Things you should/could have complained about:

  • [semantics] not checking if h and l are in the [0, 9] range before taking the result of h*10 + l.
  • [logical consistency] not using a set bet for [0, 100] and a set bit for [1, 12], and having both bits set for the latter.
  • [cosmetic/visual] not having the props bits for p0 on the left in the switch.

And as a final note, you might want to check what kind of code compilers actually generate (with -O2/-O3 of course). Because your complaints don't point to someone who knows.

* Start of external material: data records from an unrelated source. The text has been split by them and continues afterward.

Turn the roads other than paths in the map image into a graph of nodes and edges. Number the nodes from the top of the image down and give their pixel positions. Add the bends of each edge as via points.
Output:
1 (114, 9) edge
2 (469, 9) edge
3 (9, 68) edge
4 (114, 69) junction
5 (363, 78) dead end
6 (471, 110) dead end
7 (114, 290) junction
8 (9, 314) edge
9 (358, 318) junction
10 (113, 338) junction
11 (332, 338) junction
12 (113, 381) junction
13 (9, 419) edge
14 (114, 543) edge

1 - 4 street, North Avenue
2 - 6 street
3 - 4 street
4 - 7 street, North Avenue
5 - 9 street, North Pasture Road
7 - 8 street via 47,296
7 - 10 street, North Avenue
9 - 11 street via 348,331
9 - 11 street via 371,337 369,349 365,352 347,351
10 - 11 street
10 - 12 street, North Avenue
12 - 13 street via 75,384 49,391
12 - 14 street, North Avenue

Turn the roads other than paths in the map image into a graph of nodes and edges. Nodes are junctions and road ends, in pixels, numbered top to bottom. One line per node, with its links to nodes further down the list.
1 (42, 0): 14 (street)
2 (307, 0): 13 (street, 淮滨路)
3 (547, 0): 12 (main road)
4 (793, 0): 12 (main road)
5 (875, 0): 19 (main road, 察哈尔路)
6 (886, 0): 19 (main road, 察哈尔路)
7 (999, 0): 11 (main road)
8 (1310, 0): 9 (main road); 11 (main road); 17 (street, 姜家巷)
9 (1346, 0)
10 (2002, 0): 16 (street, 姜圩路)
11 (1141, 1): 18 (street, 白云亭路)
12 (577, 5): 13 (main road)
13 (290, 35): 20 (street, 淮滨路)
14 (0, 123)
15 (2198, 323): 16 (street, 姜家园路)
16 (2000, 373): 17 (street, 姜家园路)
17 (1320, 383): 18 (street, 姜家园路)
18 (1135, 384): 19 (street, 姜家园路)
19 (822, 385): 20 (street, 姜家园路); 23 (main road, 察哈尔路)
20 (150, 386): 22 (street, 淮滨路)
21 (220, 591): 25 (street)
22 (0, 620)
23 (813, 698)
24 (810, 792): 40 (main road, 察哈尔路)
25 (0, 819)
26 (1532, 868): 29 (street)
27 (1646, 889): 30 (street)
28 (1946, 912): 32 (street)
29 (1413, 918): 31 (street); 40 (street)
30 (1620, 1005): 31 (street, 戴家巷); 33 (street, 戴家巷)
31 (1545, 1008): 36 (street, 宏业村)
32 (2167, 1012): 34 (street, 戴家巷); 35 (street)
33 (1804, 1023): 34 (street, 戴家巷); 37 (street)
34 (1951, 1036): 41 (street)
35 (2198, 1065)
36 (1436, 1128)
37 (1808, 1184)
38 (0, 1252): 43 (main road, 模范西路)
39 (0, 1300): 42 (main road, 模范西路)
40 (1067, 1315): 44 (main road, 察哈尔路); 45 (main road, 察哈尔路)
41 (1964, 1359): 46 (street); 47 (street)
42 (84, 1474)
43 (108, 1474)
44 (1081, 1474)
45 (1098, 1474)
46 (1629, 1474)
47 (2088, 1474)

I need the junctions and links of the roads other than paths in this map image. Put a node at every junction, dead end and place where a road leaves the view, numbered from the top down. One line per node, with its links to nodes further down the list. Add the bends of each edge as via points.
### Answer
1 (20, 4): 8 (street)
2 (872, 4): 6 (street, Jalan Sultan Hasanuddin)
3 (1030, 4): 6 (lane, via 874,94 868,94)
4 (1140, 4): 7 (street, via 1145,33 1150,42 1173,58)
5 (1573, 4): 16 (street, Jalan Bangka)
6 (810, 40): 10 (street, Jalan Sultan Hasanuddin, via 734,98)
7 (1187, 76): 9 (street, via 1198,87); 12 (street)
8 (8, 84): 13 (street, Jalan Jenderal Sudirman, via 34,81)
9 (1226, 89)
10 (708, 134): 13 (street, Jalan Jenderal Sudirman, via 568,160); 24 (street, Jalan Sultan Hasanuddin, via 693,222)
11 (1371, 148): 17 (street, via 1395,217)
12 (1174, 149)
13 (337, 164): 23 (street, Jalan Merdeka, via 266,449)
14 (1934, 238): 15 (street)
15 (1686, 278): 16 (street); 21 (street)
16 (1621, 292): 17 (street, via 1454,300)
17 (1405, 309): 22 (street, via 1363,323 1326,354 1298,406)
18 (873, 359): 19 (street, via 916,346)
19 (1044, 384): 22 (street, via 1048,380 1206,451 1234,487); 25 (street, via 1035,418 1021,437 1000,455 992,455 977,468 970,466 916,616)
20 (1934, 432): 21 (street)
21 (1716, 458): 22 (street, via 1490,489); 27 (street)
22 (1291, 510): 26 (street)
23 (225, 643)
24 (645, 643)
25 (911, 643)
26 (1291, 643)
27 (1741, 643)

[–] yris_latteyi@lemmy.zip 0 points 3 months ago (1 children)

Yeah, it worked, thanks a lot!! Could you explain what deducing 48 out of h and l does? I don't want to just copy and forget abt this(no pressure, you already helped a lot!!!)

[–] BB_C@programming.dev 0 points 3 months ago

'0'..'9' (characters in ASCII) are (0+48)..(9+48) when read as integer values.

For readability you can do:

  unsigned char zero = '0';
  int h = getchar() - zero;
  int l = getchar() - zero;

And as I mentioned in another comment, if this was serious code, you would check that both h and l are between 0 and 9.

Note that one of the stupid quicks about C is that char is not guaranteed to be unsigned in certain implementations/architectures. So it's better to be explicit about expecting unsigned values. This is also why man 3 getchar states:

fgetc() reads the next character from stream and returns it as an unsigned char cast to an int, or EOF on end of file or error.

getchar() is equivalent to fgetc(stdin).

[–] entwine@programming.dev 0 points 3 months ago

This would be easier to understand if you defined a function like:

char IsMonth(int value){
    return value > 0 && value <= 12;
}

Then try to rewrite your program using that inside of the if statements. For example

if(IsMonth(p1)){
    ...
}

If you do that, I'm pretty sure you'll find the problem. As a hint, notice that IsMonth is a boolean value, since a number can only either be a month (true) or not a month (false). I haven't debugged it, but I can tell there's a problem just by the number of printf statements you currently have.

[–] Daedskin@lemmy.zip 0 points 3 months ago (1 children)

If the input is anything of the form 00XX, then p1 == 0. This will fail for p1 != 0 as well as p1 >= 13, meaning neither of the top-level ifs will trigger.

[–] yris_latteyi@lemmy.zip 0 points 3 months ago

oughhh right, thanks for pointing that out!!